Transparenz und Sicherung von Standards im Rahmen der TTIP-Verhandlungen
Resolution FSG
Seit Mitte 2013 verhandeln die USA und die Europäische Kommission über ein neues Freihandelsabkommen. Es handelt sich um die transatlantische Handels- und Investitionspartnerschaft TTIP (Transatlantic Trade and Investment Partnership). Das Abkommen wird weitgehend unter Ausschluss der Öffentlichkeit verhandelt. Ziel ist es, den grenzüberschreitenden Handel von Gütern und Dienstleistungen zu erleichtern. Da die Verhandlungen auf Ebene der Welthandelsorganisation WTO ins Stocken geraten sind, verlagern sich die Bestrebungen auf Vereinbarungen zwischen zwei oder mehreren Staaten. TTIP würde die größte Freihandelszone der Welt schaffen. Fast die Hälfte der globalen Wirtschaftsleistung und 40 Prozent des Welthandels entfallen auf die EU und die USA. Die Verhandlungen sollen Anfang 2016 abgeschlossen ein. Von den Befürwortern werden den Menschen in beiden Wirtschaftsblöcken höheres Wachstum und steigende Beschäftigung versprochen.
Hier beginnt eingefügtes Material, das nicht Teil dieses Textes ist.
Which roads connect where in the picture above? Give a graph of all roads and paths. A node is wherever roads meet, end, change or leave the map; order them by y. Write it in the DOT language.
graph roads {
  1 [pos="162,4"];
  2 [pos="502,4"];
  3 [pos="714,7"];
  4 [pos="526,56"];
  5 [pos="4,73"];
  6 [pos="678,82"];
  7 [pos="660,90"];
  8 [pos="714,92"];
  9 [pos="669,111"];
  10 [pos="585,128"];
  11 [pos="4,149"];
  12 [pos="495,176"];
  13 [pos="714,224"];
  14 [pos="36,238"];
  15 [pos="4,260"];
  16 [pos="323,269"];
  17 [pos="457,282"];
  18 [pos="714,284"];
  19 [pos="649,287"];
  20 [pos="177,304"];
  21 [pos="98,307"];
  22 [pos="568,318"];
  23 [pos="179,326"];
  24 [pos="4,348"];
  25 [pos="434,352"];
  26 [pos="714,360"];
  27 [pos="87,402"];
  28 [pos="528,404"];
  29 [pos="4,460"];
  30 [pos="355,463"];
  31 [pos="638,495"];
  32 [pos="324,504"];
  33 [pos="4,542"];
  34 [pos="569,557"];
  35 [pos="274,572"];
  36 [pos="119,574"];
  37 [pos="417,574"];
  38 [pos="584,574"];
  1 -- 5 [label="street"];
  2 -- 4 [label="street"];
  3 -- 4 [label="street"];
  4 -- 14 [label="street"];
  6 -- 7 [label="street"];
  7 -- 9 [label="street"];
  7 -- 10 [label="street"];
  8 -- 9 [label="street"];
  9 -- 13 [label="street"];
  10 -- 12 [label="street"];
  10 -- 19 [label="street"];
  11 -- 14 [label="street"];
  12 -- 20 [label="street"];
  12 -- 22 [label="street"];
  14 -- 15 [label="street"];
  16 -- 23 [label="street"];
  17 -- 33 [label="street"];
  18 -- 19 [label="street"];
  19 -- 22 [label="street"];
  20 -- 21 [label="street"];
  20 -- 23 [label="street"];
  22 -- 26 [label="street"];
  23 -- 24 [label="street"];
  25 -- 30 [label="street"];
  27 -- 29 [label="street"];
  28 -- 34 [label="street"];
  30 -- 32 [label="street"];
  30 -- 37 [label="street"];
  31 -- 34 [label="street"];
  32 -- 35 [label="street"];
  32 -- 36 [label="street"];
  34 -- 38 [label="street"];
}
In diversen Studien werden die geweckten Erwartungen allerdings stark relativiert. Selbst sehr optimistische Prognosen rechnen nur mit einem zusätzlichen Wachstum von etwa 0,1 Prozent. Auch dürften durch den sich verschärfenden Wettbewerb kaum neue Arbeitsplätze entstehen. Eine Studie aus den USA rechnet gar mit einem Verlust von 600.000 Arbeitsplätzen in der EU. Da die Zölle zwischen der EU und den USA bereits weitgehend abgebaut sind, geht es in dem zu verhandelnden Abkommen primär um den Abbau so genannter nicht-tarifärer Handels- hemmnisse. Das Abkommen bedroht europäische und österreichische Standards bei Verbraucherrechten, im Umweltschutz, im Agrarbereich, bei Arbeits- und Sozialrecht, beim Datenschutz und bei der unabhängigen Rechtsprechung. Die bisher bekannt gewordenen Verhandlungsergebnisse stoßen auf breiten Widerstand, nicht zuletzt weil in den letzten Jahrzehnten die Gewinne aus dem Freihandel keineswegs gerecht verteilt wurden.
Deregulierung und Liberalisierung verschärften die Wettbewerbsbedingungen und setzten auch in der EU Millionen Menschen über niedrigere Lohn- und Sozialniveaus unter Druck. Insbesondere der geplante Investitionsschutz, ein wesentlicher Aspekt von TTIP, welcher Konzernen Klagerechte gegenüber Staaten vor privaten Schiedsgerichten ermöglichen soll, ist demokratiepolitisch unakzeptabel und wird von großen Teilen der Zivilgesellschaft abgelehnt. Für Staaten entstünden durch Investor-Klagen von Konzernen unkalkulierbare Risiken. Maßnahmen von allgemeinem Interesse könnten aus Angst vor Klagen einzelner Großunternehmen unterbleiben. Eine derartige „Privatjustiz“ würde einen weiteren Verlust an staatlicher Souveränität bedeuten.
Auch haben die USA bislang nur zwei von acht Kernarbeitsnormen der Internationalen Arbeitsorganisation ILO unterzeichnet. Jene, wo es um Gewerkschaftsrechte geht (Vereinigungs- und Kollektivvertragsfreiheit), gehören nicht dazu.
Eine zeitgemäße Handelspolitik muss soziale und ökologische Aspekte in den Vordergrund stellen. Ein Fortschritt in den internationalen Handelsbeziehungen muss eine Steigerung des Gemeinwohls bringen und nicht nur höhere Profite für Konzerne.
Die Arbeiterkammer fordert der Bundesregierung:
Die Bundesregierung und die zuständigen Minister sollen sich auf EU-Ebene im Zuge von TTIP einsetzen für:
- Transparenz und demokratische Mitwirkungsmöglichkeiten.
- Keine Verankerung von Investitionsschutz, keine Klagsrechte vor privaten Schiedsgerichten.
- Klare Ausnahme von öffentlichen und sozialen Dienstleistungen.
- Ausnahme von Finanzdienstleistungen.
- Einklagbare und sanktionierte Schutzstandards für ArbeitnehmerInnen, im Gesundheits- , KonsumentInnen- ,Sozial- und Umweltbereich.
- Die ILO-Kernarbeitsnormen müssen verbindlich verankert werden.
- Keine regulatorische Zusammenarbeit, die parlamentarische Mitbestimmung und Schutzstandards aushebelt.